#### [DATA TO PROCESS]
+===+

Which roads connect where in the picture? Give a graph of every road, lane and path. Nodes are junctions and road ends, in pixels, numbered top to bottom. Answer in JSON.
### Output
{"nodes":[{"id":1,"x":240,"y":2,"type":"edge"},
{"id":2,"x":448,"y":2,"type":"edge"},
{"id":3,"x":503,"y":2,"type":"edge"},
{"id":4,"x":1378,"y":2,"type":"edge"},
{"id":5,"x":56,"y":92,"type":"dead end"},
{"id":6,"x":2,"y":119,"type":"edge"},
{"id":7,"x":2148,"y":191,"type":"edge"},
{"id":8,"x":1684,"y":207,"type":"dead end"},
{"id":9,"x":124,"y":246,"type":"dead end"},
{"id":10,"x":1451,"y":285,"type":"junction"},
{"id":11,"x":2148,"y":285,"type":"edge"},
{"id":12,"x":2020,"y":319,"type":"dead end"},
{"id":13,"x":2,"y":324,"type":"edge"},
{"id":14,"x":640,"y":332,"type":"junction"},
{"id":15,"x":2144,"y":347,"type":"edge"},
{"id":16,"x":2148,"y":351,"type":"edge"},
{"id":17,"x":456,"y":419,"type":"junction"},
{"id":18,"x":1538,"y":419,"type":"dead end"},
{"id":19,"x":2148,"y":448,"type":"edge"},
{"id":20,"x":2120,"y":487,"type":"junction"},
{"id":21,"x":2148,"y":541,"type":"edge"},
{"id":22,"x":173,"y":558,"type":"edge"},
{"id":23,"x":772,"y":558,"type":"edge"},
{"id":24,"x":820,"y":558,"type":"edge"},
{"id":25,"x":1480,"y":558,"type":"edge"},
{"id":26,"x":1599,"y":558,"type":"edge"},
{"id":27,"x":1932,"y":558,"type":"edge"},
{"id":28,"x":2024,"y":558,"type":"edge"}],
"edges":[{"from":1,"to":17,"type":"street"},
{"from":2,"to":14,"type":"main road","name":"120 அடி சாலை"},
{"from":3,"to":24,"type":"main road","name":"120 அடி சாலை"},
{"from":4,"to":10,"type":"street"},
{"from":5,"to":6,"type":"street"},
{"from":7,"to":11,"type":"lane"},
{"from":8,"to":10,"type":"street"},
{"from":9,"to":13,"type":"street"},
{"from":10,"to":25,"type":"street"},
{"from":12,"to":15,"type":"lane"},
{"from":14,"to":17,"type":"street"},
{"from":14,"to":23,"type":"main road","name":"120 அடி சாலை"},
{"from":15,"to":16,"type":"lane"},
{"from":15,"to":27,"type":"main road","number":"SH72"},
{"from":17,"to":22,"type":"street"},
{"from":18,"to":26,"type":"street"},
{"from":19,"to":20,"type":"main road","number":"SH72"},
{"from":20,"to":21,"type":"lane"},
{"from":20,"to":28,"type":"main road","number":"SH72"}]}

+===+

#### [TASK ITEM]
Going through the data above, return each line with the word "main".

#### [ANSWER SECTION]
{"from":2,"to":14,"type":"main road","name":"120 அடி சாலை"},
{"from":3,"to":24,"type":"main road","name":"120 அடி சாலை"},
{"from":14,"to":23,"type":"main road","name":"120 அடி சாலை"},
{"from":15,"to":27,"type":"main road","number":"SH72"},
{"from":19,"to":20,"type":"main road","number":"SH72"},
{"from":20,"to":28,"type":"main road","number":"SH72"}]}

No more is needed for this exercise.